Remember folks...in usa, building materials are generally done in 4' increments (plywood is 4x8 sheets, gypsum board/sheetrock is 4x8 sheets, lumber is often sold in 8' lengths, joist spacing is 16" or 24" on center ( so 2 or 3 joists get us to 48"/4' !)

...so use 4' as your standard 'unit' ~ 4x8, 4x12, 8x8, 12x16, etc. Less cutting, less labor....just slap 'em up.

"But I am not a builder !!!" One word. Craigslist.

Quick & easy:

(4) 4x4 pressure-treated or redwood posts set into concrete footings (you can go buy prefabricated concrete pedestals at any builder supply place (the kind where the post bottom slips right into the footing, no hardware necessary), then set them into a 12x12x6 dug hole and pour concrete around them).

~ another alternative is to pour a 4" thick concrete slab...but to do it *right* is likely more expensive than a wood floor, plus the wood floor elevates the loft off of the ground.

2x8 horizontal ledger boards bolted in thru the posts w/ a pair of 1/2" diameter bolts. This will be where the floor framing spans between.

2x4 or 2x6 floor joists at 16" on center, you can hang them from the 2x8 ledgers using standard joist hanger clips. Floor = 5/8" select structural (or redwood) plywood floor glued and nailed to the joists.

_Slope the floor just a bit in one direction towards the open wall_ (1/4" slope per foot) so it will drain when you hose it off.
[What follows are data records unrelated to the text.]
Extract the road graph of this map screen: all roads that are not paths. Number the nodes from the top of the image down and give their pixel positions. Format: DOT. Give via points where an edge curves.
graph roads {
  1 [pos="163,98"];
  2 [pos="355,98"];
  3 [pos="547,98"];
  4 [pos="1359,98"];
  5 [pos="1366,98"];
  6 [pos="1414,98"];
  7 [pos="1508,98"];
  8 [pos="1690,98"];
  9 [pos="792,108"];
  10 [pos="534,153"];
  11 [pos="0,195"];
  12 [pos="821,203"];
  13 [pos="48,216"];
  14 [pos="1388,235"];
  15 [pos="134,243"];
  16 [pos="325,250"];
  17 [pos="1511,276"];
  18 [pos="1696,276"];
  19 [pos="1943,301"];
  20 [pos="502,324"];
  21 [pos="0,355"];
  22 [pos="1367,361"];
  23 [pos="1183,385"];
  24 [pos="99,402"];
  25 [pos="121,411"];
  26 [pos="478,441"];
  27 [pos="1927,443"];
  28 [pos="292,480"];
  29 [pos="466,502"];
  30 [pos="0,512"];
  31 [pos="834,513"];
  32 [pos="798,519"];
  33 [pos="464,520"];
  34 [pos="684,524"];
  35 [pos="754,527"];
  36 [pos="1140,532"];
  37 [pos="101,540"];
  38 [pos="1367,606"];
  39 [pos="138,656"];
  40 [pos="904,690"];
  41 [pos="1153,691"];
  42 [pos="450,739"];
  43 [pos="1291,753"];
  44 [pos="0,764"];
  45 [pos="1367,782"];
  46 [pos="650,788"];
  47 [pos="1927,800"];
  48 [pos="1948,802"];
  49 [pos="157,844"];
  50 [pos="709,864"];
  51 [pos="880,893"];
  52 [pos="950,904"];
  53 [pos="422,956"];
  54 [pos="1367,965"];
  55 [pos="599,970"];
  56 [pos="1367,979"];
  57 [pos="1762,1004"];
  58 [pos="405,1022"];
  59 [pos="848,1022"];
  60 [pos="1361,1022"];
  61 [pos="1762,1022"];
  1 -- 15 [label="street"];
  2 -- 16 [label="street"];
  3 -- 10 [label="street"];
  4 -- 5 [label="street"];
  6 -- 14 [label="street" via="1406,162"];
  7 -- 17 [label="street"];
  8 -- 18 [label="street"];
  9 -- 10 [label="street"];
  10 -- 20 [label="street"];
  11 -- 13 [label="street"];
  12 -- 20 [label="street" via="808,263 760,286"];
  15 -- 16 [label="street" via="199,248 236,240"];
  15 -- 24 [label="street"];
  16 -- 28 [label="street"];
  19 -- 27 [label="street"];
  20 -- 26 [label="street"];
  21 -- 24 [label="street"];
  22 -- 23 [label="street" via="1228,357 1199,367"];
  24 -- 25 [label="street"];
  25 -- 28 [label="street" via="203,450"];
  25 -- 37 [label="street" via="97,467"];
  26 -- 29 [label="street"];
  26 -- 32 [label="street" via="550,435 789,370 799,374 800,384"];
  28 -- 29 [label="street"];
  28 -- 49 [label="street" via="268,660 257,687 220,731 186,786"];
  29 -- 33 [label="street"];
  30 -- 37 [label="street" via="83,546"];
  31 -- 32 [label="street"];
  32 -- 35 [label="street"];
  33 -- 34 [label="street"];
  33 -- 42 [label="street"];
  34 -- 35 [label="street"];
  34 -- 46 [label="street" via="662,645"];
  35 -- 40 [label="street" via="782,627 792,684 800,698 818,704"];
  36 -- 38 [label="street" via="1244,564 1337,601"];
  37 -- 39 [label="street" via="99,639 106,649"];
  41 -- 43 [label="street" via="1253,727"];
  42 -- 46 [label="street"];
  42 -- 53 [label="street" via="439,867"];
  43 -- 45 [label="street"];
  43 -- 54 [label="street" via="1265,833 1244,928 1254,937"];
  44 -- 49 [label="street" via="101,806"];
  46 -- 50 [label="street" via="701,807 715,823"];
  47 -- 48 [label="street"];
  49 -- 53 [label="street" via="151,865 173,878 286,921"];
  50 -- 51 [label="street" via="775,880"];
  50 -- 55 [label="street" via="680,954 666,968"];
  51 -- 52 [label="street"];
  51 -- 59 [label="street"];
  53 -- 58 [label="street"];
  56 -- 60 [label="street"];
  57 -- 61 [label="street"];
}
I suggest using an elastomeric paint on the plywood floor as it holds up to poops better than just plain plywood, and cleans up much more nicely.
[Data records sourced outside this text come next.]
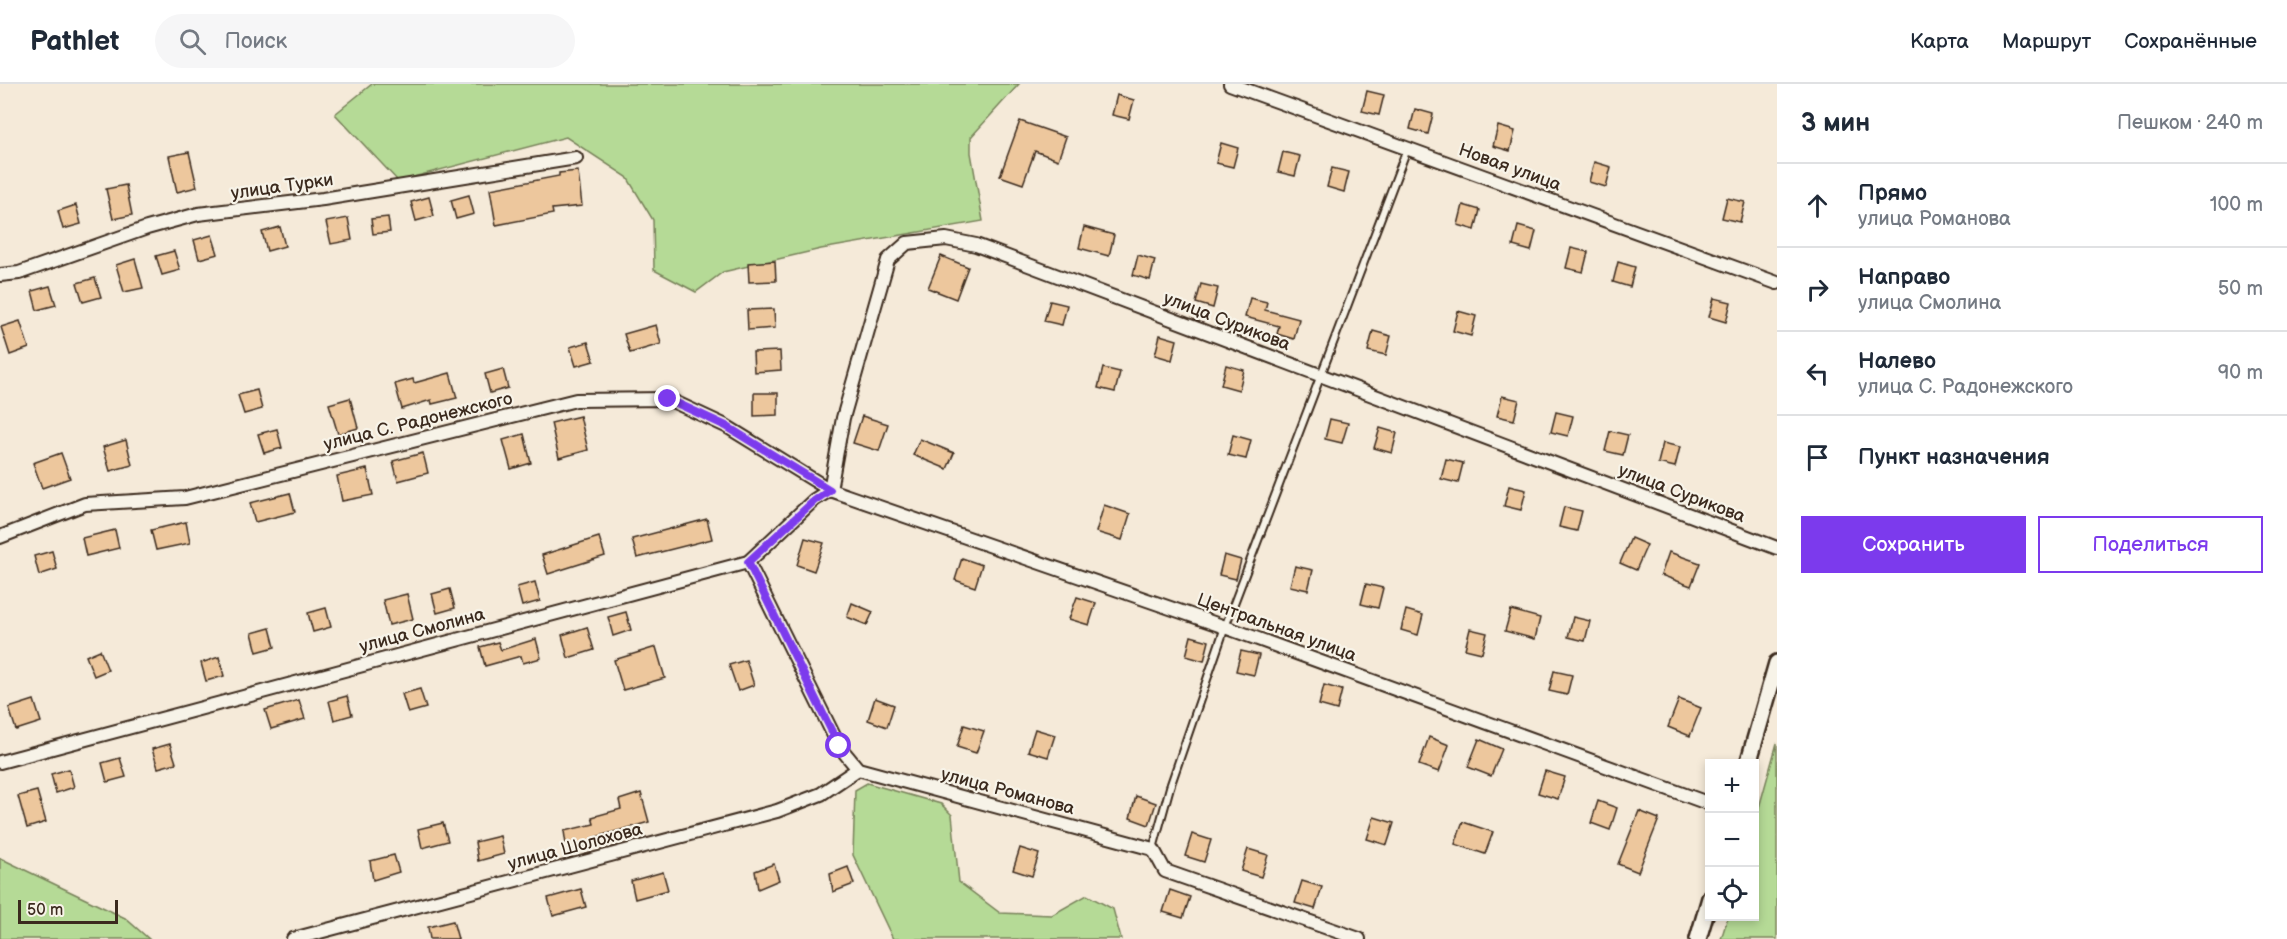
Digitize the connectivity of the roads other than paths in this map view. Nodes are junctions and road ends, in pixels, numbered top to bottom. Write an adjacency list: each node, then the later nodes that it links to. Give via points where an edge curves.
1 (1230, 84): 2 (street, Новая улица)
2 (1407, 149): 5 (street, Новая улица); 6 (lane)
3 (576, 158): 4 (street, улица Турки, via 323,199 198,214 19,273)
4 (0, 274)
5 (1777, 283)
6 (1321, 375): 7 (street, улица Сурикова, via 976,245 946,238 907,243 888,260 843,418); 9 (street, улица Сурикова); 11 (lane)
7 (830, 490): 8 (street, улица С. Радонежского, via 726,426 668,399 576,400 185,498 84,504); 10 (street, улица Смолина); 11 (street, Центральная улица)
8 (0, 537)
9 (1777, 548)
10 (748, 562): 14 (street, улица Смолина); 15 (street, via 839,746)
11 (1225, 627): 16 (street, Центральная улица); 17 (lane)
12 (1777, 663): 13 (street)
13 (1749, 759)
14 (0, 762)
15 (858, 769): 17 (street, улица Романова); 19 (street, улица Шолохова, via 821,794 777,811)
16 (1705, 802)
17 (1153, 849): 20 (street, via 1164,871)
18 (1705, 915): 21 (street)
19 (293, 939)
20 (1359, 939)
21 (1698, 939)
Leave 12" between the bottom of joist and the ground (or to say it differently, elevate the floor platform approx 18" above the ground). 

Make the roof a sloped shed roof, use 2x4 roof rafters at 24" on center and 1/2" plywood roof with some sort of roofing (asphalt shingle or sheets, over building paper).

You can use heavy-gauge chicken wire for one or two sides of the loft, leave the other two or three sides closed with plywood siding or sheets. Use 2x4 studs to infill the solid walls.

Put in a door somewhere. Then furnish the interior as you like (nest boxes, shelves, perch areas, cut-in holes, pigeon doors, another interior wall, etc....) and depending on your climate create an indoor area if you like.

I suggest insulating the floor, ceiling/roof, and solid walls if you are in an area where there's winter weather.


----------



## Jaye (Mar 13, 2008)

BTW...I like everyone else's examples, too...nice work !...they are all sort of in the same idea.

My suggestion only uses the least amount of material, and simplest available stuff, to get the greatest square footage/volume.

(used to be an architect once...)


----------



## johnnyksspeedshop (Oct 12, 2007)

napcinco05 said:


> @zippy: thanks bro!
> 
> @johnnyksspeedshop: i've seen your video and pictures before. that is a good looking loft to handle a small number of birds.


Thank you, now its time to upgrade though! Time for a bigger one


----------



## Jaye (Mar 13, 2008)

Just do a 1-bedroom addition !!!!! Maybe with a Jacuzzi ?


----------



## Jay3 (May 4, 2008)

I would use hardware cloth, rather than chicken wire. Not strong enough, and rodents can climb right through it. Using heavy gauge hardware cloth is lots safer.


----------



## Jaye (Mar 13, 2008)

Yes, darn'it...I have a bad habit of calling ANY wire mesh "chicken wire"...and that's quite wrong....


----------